▸ Your instructions:
Locate each line of the material that contains "nodes", then return it.

BEGIN Input data

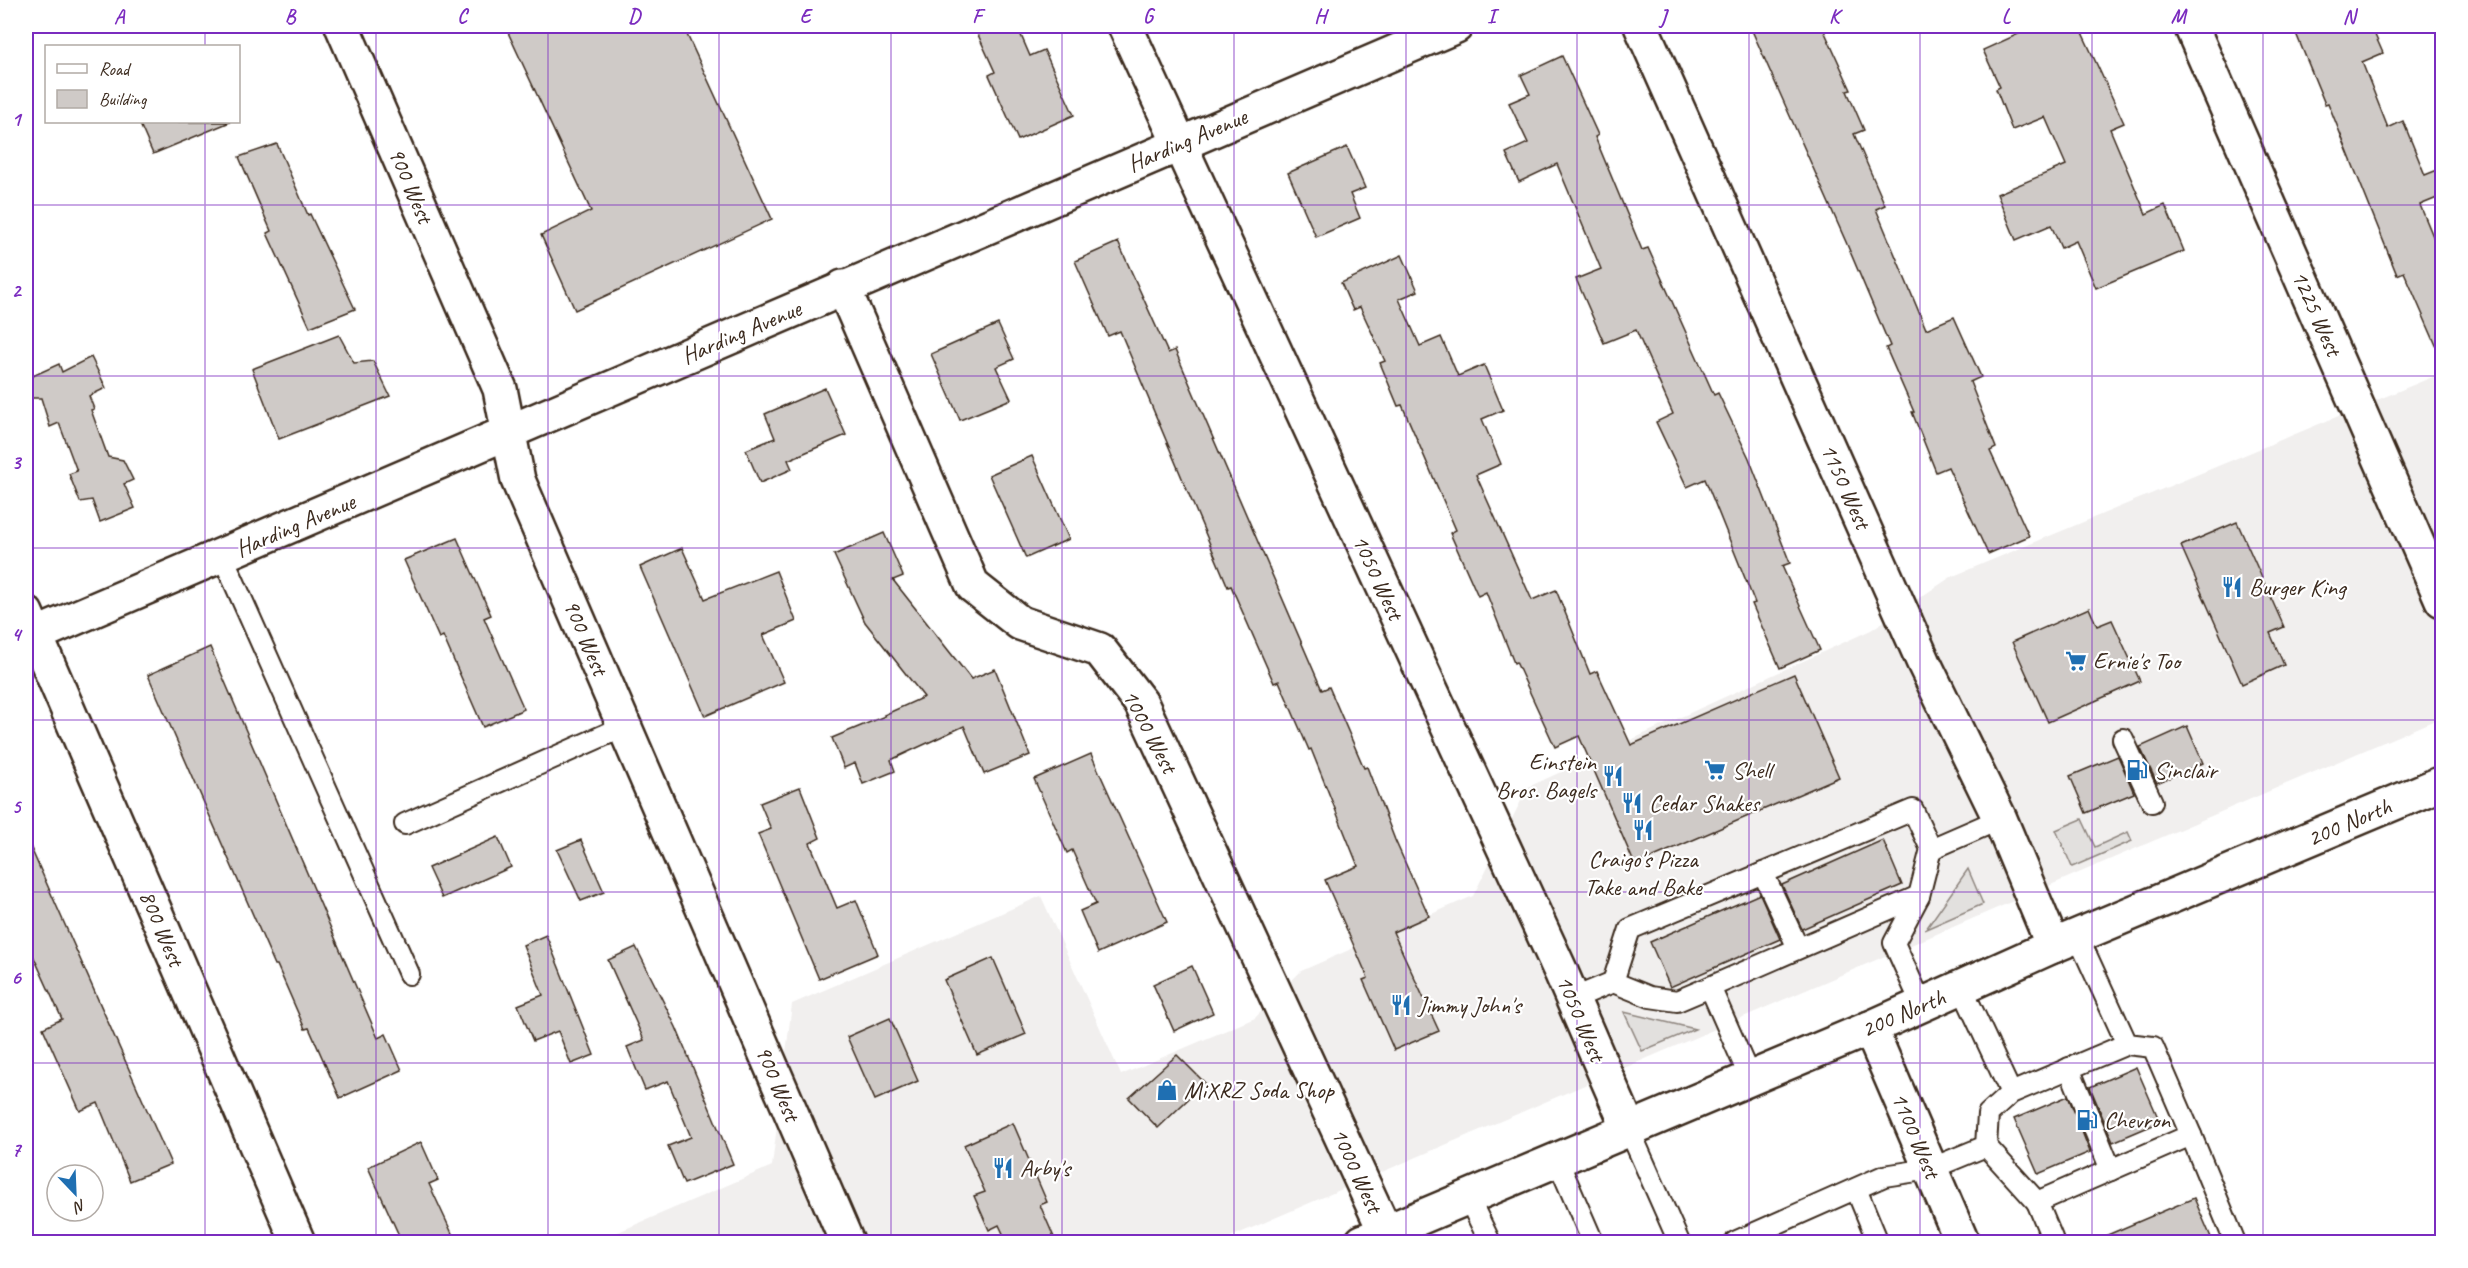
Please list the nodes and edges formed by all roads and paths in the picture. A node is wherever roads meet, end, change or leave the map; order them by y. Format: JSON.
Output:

END Input data
BEGIN Input data

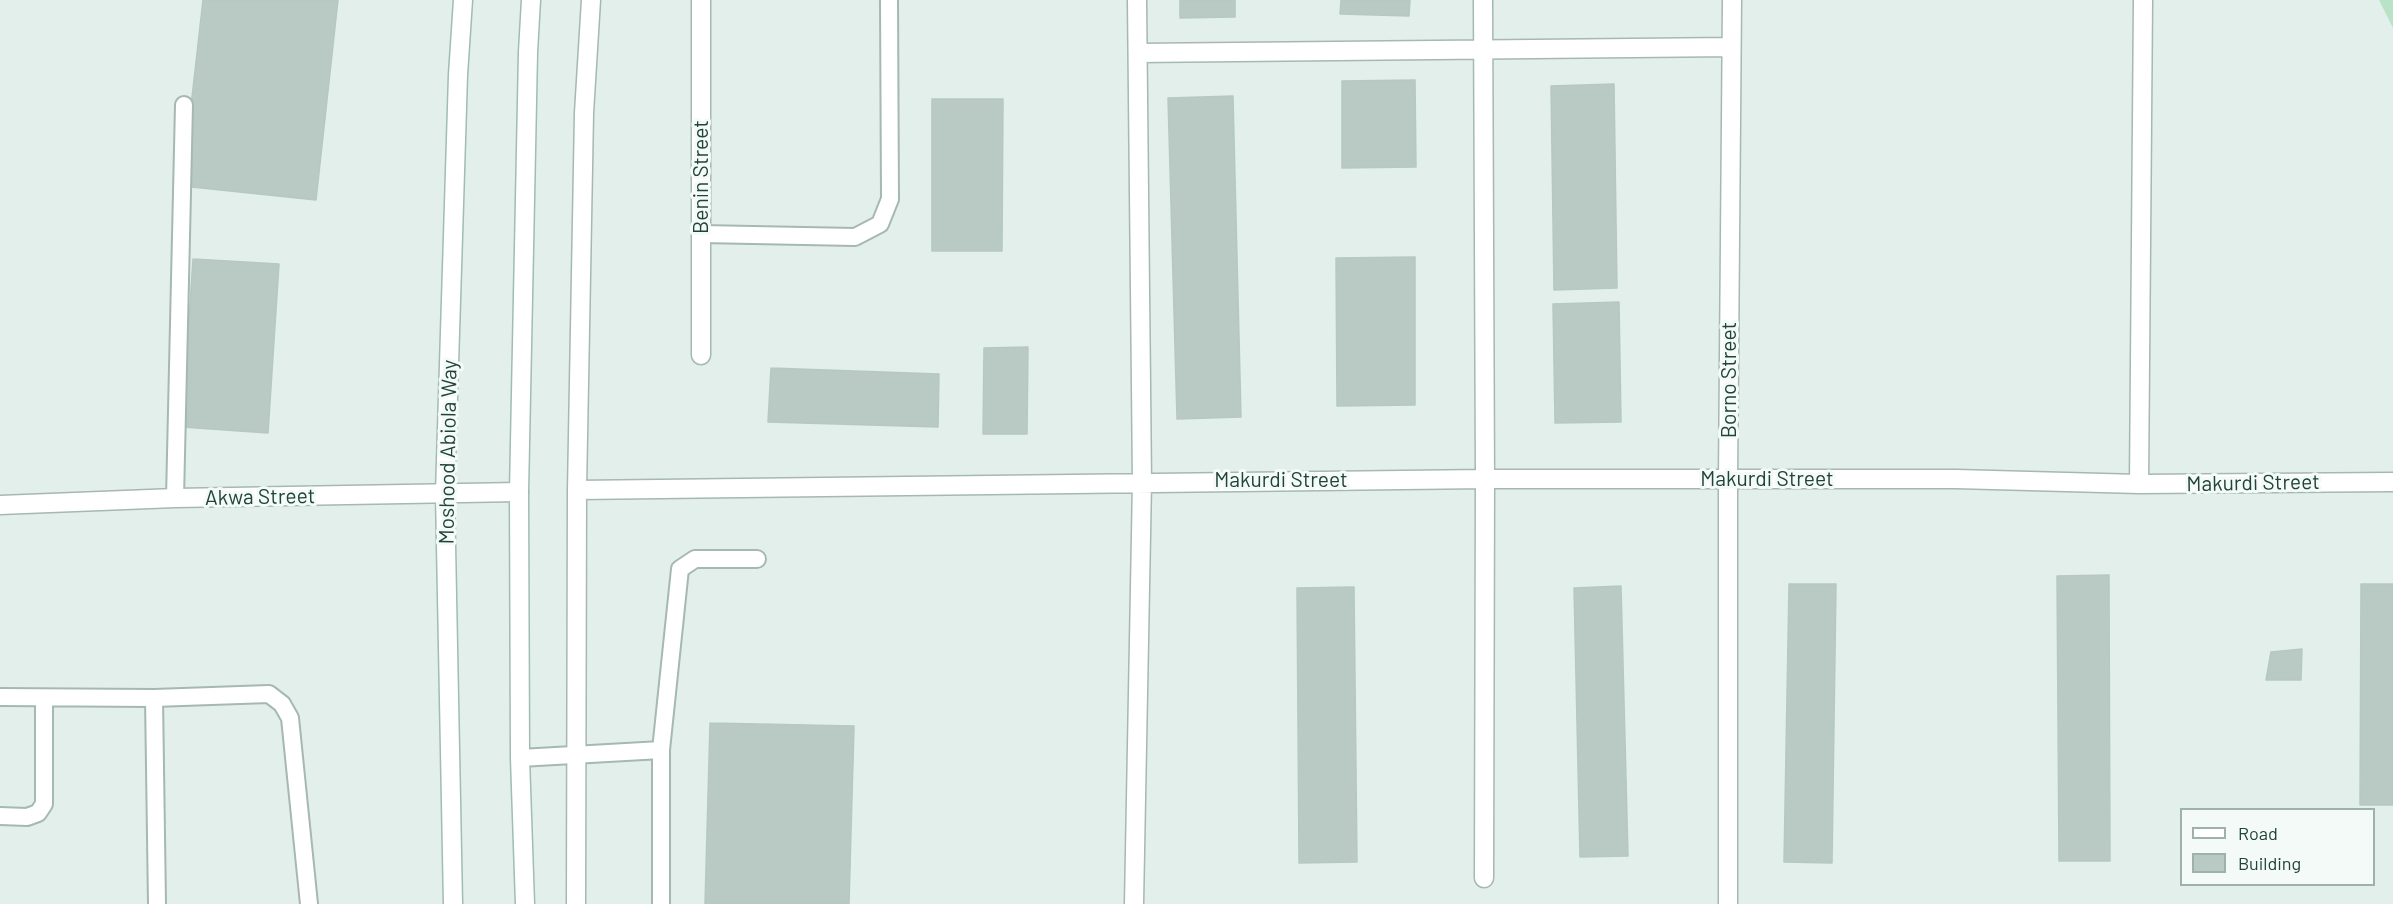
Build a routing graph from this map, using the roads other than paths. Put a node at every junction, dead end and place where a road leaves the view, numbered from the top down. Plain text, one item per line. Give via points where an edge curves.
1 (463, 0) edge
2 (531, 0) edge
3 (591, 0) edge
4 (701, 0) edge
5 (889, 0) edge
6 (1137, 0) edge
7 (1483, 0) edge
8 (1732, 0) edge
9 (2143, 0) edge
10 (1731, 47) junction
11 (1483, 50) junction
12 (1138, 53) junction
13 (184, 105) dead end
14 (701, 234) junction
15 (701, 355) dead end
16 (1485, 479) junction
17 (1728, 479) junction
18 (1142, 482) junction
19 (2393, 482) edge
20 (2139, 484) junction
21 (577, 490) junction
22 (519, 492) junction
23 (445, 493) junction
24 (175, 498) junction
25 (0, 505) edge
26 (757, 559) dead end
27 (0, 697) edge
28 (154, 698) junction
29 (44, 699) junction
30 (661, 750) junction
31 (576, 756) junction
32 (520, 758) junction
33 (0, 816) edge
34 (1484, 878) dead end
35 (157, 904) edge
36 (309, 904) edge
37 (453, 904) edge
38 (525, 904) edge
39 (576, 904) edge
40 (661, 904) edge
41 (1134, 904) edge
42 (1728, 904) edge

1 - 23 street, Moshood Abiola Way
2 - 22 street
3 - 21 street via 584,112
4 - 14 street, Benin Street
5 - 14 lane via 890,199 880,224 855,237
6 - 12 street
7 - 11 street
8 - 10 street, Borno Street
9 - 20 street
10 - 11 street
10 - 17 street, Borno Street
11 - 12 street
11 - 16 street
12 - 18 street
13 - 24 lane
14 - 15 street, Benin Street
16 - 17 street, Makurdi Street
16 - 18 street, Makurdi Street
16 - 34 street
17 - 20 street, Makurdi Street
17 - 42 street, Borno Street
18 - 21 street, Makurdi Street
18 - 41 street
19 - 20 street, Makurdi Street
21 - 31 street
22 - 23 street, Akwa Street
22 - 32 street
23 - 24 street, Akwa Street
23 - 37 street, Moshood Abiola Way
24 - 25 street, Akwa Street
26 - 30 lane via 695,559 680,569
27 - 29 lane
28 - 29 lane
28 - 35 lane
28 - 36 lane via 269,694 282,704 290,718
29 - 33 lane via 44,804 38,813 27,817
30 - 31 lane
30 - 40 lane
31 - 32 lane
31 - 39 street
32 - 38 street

END Input data
BEGIN Input data

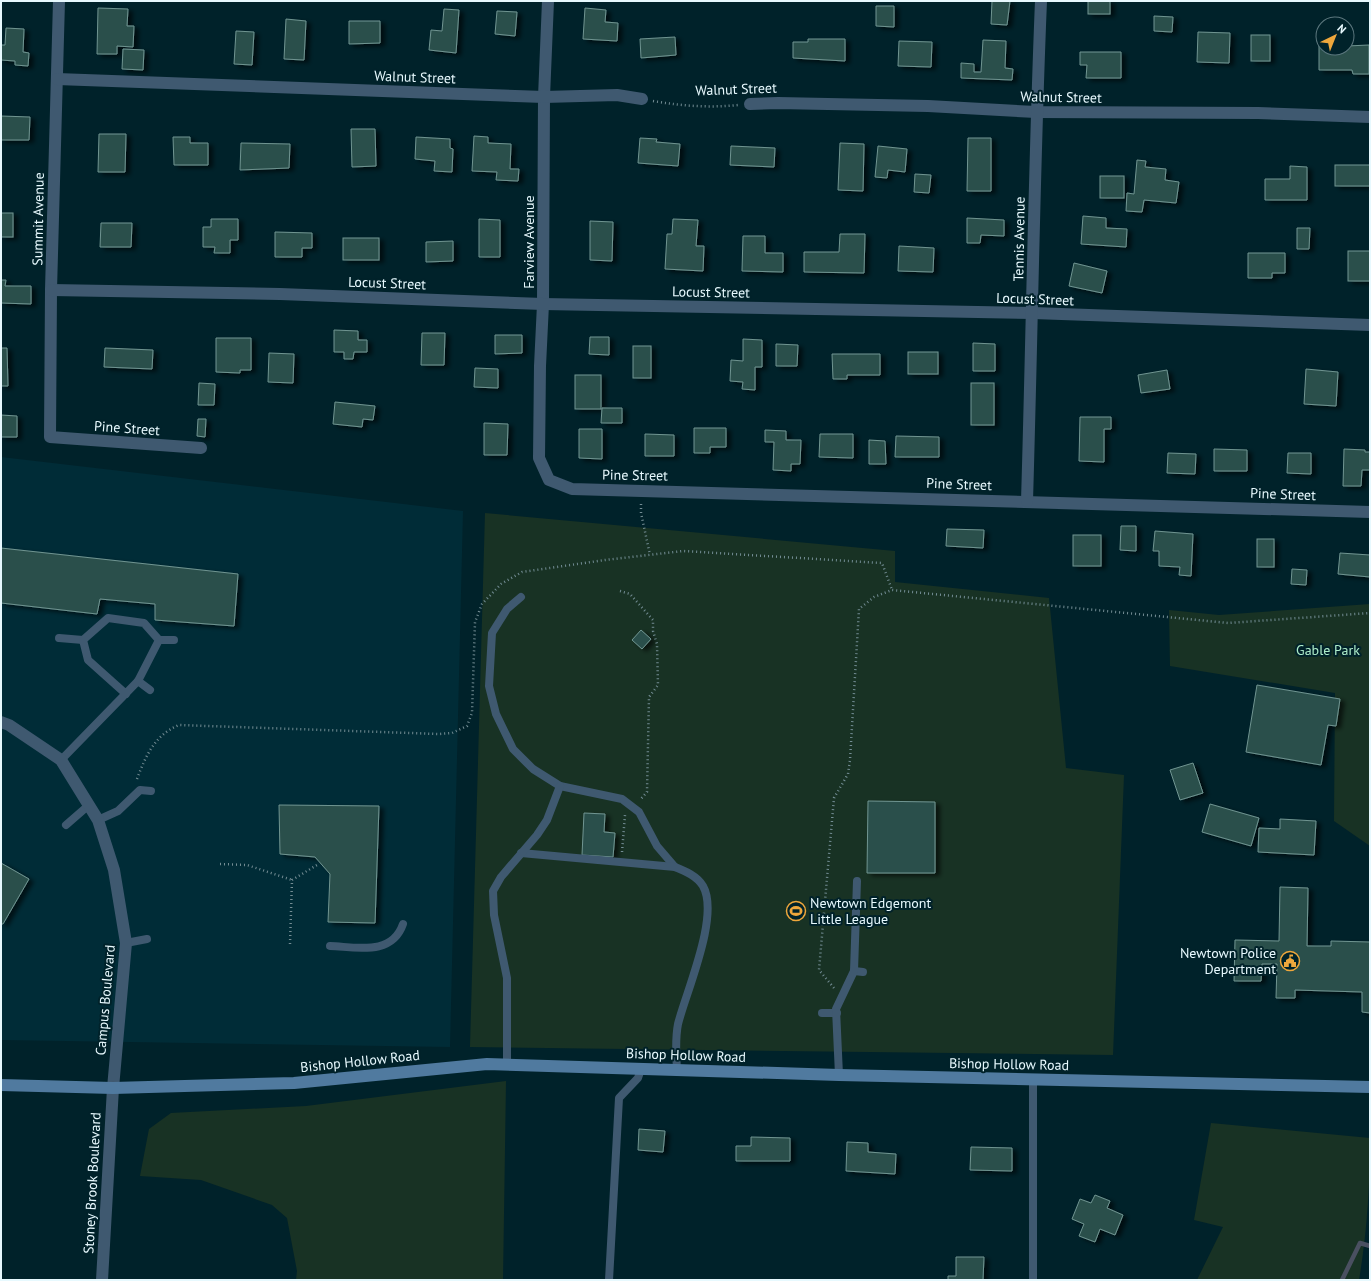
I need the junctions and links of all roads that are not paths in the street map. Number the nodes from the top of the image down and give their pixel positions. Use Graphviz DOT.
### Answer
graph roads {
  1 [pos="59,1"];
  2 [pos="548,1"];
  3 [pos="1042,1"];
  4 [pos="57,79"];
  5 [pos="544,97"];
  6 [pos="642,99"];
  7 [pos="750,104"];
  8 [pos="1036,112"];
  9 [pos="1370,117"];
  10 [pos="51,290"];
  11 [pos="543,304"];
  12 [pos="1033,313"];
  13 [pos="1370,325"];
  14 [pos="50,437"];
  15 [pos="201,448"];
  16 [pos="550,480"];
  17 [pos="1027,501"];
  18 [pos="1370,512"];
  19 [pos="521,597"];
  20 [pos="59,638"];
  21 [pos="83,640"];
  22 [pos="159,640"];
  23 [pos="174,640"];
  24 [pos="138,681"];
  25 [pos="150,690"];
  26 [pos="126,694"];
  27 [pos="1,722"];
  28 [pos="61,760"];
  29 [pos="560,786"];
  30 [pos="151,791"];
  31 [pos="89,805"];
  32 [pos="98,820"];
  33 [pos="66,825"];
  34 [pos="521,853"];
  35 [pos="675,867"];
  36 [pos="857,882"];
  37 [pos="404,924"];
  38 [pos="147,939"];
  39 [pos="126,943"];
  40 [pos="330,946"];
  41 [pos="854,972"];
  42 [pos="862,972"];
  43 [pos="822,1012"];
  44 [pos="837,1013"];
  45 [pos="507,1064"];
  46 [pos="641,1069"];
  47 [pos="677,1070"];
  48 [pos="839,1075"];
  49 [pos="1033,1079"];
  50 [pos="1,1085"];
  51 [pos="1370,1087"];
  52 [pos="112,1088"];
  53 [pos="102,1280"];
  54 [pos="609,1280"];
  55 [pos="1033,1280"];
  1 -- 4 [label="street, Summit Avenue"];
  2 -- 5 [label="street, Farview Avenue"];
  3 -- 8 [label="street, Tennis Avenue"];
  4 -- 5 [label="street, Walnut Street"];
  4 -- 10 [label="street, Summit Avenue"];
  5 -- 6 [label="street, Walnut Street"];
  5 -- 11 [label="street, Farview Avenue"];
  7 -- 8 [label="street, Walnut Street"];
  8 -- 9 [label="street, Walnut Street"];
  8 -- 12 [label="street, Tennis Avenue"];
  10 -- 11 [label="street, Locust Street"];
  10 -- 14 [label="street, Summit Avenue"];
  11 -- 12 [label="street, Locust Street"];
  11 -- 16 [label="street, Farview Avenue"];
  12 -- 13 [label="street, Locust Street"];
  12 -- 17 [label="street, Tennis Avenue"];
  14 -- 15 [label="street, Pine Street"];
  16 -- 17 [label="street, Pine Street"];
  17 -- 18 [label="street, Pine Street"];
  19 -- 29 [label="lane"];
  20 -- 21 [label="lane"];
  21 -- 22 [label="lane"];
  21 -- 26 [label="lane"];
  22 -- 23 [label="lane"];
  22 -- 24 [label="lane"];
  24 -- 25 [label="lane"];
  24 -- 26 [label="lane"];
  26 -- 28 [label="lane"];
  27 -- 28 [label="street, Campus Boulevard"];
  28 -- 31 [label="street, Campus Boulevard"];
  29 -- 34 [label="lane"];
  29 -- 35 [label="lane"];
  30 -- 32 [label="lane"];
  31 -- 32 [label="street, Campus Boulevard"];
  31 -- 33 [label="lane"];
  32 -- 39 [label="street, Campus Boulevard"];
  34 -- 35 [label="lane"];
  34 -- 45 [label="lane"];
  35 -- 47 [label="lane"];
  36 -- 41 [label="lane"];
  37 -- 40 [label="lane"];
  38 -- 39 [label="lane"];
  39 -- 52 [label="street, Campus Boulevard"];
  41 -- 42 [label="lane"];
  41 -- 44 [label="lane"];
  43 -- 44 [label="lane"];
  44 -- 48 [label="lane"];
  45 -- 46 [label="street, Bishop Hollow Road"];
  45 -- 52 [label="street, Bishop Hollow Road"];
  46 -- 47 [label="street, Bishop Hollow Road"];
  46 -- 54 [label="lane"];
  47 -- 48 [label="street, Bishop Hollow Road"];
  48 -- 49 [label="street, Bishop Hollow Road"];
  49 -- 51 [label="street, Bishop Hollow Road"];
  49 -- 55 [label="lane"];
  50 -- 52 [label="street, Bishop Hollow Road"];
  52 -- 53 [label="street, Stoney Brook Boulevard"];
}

END Input data

▸ Solution for this problem:
Please list the nodes and edges formed by all roads and paths in the picture. A node is wherever roads meet, end, change or leave the map; order them by y. Format: JSON.
I need the junctions and links of all roads that are not paths in the street map. Number the nodes from the top of the image down and give their pixel positions. Use Graphviz DOT.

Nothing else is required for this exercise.